Would you please repeat the data that follows, exactly as it reads?

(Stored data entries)

[Start of section]

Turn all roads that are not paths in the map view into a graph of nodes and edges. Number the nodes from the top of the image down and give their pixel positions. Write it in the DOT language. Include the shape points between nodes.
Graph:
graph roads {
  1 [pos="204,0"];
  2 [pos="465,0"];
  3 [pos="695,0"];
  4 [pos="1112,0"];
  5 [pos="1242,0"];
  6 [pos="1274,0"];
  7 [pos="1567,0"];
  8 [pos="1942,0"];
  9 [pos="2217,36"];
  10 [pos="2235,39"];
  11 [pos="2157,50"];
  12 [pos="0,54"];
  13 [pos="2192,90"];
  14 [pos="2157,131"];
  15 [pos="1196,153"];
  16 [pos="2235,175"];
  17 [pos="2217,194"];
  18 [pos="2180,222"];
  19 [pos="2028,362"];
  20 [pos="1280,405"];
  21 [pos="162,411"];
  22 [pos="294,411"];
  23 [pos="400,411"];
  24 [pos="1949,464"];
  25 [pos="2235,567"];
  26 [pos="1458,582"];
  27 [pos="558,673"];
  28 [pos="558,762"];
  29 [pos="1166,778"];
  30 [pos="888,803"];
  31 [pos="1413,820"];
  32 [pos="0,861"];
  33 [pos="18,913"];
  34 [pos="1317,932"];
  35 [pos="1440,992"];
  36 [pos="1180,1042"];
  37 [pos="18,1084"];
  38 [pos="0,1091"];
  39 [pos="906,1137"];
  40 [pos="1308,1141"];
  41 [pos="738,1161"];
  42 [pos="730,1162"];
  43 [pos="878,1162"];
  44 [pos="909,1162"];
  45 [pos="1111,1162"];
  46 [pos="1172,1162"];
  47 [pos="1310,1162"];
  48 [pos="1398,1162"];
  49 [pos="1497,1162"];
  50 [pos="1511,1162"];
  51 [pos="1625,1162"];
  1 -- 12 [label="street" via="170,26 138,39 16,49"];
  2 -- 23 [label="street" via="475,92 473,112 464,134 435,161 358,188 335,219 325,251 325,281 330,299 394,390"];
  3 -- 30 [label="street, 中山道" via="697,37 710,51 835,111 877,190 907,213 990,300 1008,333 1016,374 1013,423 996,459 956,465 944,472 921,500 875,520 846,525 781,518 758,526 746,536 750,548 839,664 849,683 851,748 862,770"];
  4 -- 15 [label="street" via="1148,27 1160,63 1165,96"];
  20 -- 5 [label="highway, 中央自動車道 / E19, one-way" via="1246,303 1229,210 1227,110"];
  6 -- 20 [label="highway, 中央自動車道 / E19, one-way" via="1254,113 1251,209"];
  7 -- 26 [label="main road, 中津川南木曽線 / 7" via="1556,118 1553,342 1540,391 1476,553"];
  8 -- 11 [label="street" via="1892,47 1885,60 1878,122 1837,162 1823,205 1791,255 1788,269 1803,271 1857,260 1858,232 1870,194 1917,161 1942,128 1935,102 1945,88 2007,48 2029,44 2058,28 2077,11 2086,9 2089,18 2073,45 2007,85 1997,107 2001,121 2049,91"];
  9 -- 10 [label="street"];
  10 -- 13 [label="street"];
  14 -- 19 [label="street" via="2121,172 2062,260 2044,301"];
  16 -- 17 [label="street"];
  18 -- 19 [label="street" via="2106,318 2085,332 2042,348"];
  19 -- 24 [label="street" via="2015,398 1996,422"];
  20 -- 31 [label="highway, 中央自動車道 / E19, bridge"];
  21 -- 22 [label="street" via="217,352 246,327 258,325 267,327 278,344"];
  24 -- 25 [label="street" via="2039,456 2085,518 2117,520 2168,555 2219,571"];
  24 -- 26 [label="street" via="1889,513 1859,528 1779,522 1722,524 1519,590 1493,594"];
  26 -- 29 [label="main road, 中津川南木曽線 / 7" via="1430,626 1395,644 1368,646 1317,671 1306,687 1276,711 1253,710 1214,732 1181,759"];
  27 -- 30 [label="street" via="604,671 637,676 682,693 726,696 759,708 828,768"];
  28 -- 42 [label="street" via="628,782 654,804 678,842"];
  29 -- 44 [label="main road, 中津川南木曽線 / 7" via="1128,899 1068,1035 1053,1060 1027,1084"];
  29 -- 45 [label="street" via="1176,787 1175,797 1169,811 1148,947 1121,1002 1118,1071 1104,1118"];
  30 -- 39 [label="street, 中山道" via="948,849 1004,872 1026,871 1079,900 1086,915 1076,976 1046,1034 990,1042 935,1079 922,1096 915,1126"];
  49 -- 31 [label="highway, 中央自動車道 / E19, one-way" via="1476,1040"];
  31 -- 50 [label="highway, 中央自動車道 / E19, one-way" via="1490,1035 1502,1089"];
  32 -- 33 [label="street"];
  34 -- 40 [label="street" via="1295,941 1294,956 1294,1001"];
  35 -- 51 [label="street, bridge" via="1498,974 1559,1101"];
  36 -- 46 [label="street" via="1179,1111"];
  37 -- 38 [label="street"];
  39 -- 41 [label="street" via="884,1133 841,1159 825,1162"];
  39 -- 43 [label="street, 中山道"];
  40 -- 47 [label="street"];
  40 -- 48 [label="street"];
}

[End of section]

# Solution to this exercise
Turn all roads that are not paths in the map view into a graph of nodes and edges. Number the nodes from the top of the image down and give their pixel positions. Write it in the DOT language. Include the shape points between nodes.
Graph:
graph roads {
  1 [pos="204,0"];
  2 [pos="465,0"];
  3 [pos="695,0"];
  4 [pos="1112,0"];
  5 [pos="1242,0"];
  6 [pos="1274,0"];
  7 [pos="1567,0"];
  8 [pos="1942,0"];
  9 [pos="2217,36"];
  10 [pos="2235,39"];
  11 [pos="2157,50"];
  12 [pos="0,54"];
  13 [pos="2192,90"];
  14 [pos="2157,131"];
  15 [pos="1196,153"];
  16 [pos="2235,175"];
  17 [pos="2217,194"];
  18 [pos="2180,222"];
  19 [pos="2028,362"];
  20 [pos="1280,405"];
  21 [pos="162,411"];
  22 [pos="294,411"];
  23 [pos="400,411"];
  24 [pos="1949,464"];
  25 [pos="2235,567"];
  26 [pos="1458,582"];
  27 [pos="558,673"];
  28 [pos="558,762"];
  29 [pos="1166,778"];
  30 [pos="888,803"];
  31 [pos="1413,820"];
  32 [pos="0,861"];
  33 [pos="18,913"];
  34 [pos="1317,932"];
  35 [pos="1440,992"];
  36 [pos="1180,1042"];
  37 [pos="18,1084"];
  38 [pos="0,1091"];
  39 [pos="906,1137"];
  40 [pos="1308,1141"];
  41 [pos="738,1161"];
  42 [pos="730,1162"];
  43 [pos="878,1162"];
  44 [pos="909,1162"];
  45 [pos="1111,1162"];
  46 [pos="1172,1162"];
  47 [pos="1310,1162"];
  48 [pos="1398,1162"];
  49 [pos="1497,1162"];
  50 [pos="1511,1162"];
  51 [pos="1625,1162"];
  1 -- 12 [label="street" via="170,26 138,39 16,49"];
  2 -- 23 [label="street" via="475,92 473,112 464,134 435,161 358,188 335,219 325,251 325,281 330,299 394,390"];
  3 -- 30 [label="street, 中山道" via="697,37 710,51 835,111 877,190 907,213 990,300 1008,333 1016,374 1013,423 996,459 956,465 944,472 921,500 875,520 846,525 781,518 758,526 746,536 750,548 839,664 849,683 851,748 862,770"];
  4 -- 15 [label="street" via="1148,27 1160,63 1165,96"];
  20 -- 5 [label="highway, 中央自動車道 / E19, one-way" via="1246,303 1229,210 1227,110"];
  6 -- 20 [label="highway, 中央自動車道 / E19, one-way" via="1254,113 1251,209"];
  7 -- 26 [label="main road, 中津川南木曽線 / 7" via="1556,118 1553,342 1540,391 1476,553"];
  8 -- 11 [label="street" via="1892,47 1885,60 1878,122 1837,162 1823,205 1791,255 1788,269 1803,271 1857,260 1858,232 1870,194 1917,161 1942,128 1935,102 1945,88 2007,48 2029,44 2058,28 2077,11 2086,9 2089,18 2073,45 2007,85 1997,107 2001,121 2049,91"];
  9 -- 10 [label="street"];
  10 -- 13 [label="street"];
  14 -- 19 [label="street" via="2121,172 2062,260 2044,301"];
  16 -- 17 [label="street"];
  18 -- 19 [label="street" via="2106,318 2085,332 2042,348"];
  19 -- 24 [label="street" via="2015,398 1996,422"];
  20 -- 31 [label="highway, 中央自動車道 / E19, bridge"];
  21 -- 22 [label="street" via="217,352 246,327 258,325 267,327 278,344"];
  24 -- 25 [label="street" via="2039,456 2085,518 2117,520 2168,555 2219,571"];
  24 -- 26 [label="street" via="1889,513 1859,528 1779,522 1722,524 1519,590 1493,594"];
  26 -- 29 [label="main road, 中津川南木曽線 / 7" via="1430,626 1395,644 1368,646 1317,671 1306,687 1276,711 1253,710 1214,732 1181,759"];
  27 -- 30 [label="street" via="604,671 637,676 682,693 726,696 759,708 828,768"];
  28 -- 42 [label="street" via="628,782 654,804 678,842"];
  29 -- 44 [label="main road, 中津川南木曽線 / 7" via="1128,899 1068,1035 1053,1060 1027,1084"];
  29 -- 45 [label="street" via="1176,787 1175,797 1169,811 1148,947 1121,1002 1118,1071 1104,1118"];
  30 -- 39 [label="street, 中山道" via="948,849 1004,872 1026,871 1079,900 1086,915 1076,976 1046,1034 990,1042 935,1079 922,1096 915,1126"];
  49 -- 31 [label="highway, 中央自動車道 / E19, one-way" via="1476,1040"];
  31 -- 50 [label="highway, 中央自動車道 / E19, one-way" via="1490,1035 1502,1089"];
  32 -- 33 [label="street"];
  34 -- 40 [label="street" via="1295,941 1294,956 1294,1001"];
  35 -- 51 [label="street, bridge" via="1498,974 1559,1101"];
  36 -- 46 [label="street" via="1179,1111"];
  37 -- 38 [label="street"];
  39 -- 41 [label="street" via="884,1133 841,1159 825,1162"];
  39 -- 43 [label="street, 中山道"];
  40 -- 47 [label="street"];
  40 -- 48 [label="street"];
}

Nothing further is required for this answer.